[Opening Working data section]

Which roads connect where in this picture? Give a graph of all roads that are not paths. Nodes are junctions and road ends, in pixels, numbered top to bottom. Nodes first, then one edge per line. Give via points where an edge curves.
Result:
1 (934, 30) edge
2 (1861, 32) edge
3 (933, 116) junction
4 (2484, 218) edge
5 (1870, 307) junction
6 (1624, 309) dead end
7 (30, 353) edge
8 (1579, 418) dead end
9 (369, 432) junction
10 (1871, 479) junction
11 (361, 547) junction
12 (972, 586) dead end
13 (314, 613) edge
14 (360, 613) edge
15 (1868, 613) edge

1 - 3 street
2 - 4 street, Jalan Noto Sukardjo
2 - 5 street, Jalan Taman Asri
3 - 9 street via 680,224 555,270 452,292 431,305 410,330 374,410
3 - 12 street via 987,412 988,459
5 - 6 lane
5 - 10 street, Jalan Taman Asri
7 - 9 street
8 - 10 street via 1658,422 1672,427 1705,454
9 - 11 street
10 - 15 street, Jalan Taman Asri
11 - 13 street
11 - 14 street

[Closing Working data section]

▶ [Assignment]:
Output every record in full, exactly as it was given.

▶ [Response]:
Which roads connect where in this picture? Give a graph of all roads that are not paths. Nodes are junctions and road ends, in pixels, numbered top to bottom. Nodes first, then one edge per line. Give via points where an edge curves.
Result:
1 (934, 30) edge
2 (1861, 32) edge
3 (933, 116) junction
4 (2484, 218) edge
5 (1870, 307) junction
6 (1624, 309) dead end
7 (30, 353) edge
8 (1579, 418) dead end
9 (369, 432) junction
10 (1871, 479) junction
11 (361, 547) junction
12 (972, 586) dead end
13 (314, 613) edge
14 (360, 613) edge
15 (1868, 613) edge

1 - 3 street
2 - 4 street, Jalan Noto Sukardjo
2 - 5 street, Jalan Taman Asri
3 - 9 street via 680,224 555,270 452,292 431,305 410,330 374,410
3 - 12 street via 987,412 988,459
5 - 6 lane
5 - 10 street, Jalan Taman Asri
7 - 9 street
8 - 10 street via 1658,422 1672,427 1705,454
9 - 11 street
10 - 15 street, Jalan Taman Asri
11 - 13 street
11 - 14 street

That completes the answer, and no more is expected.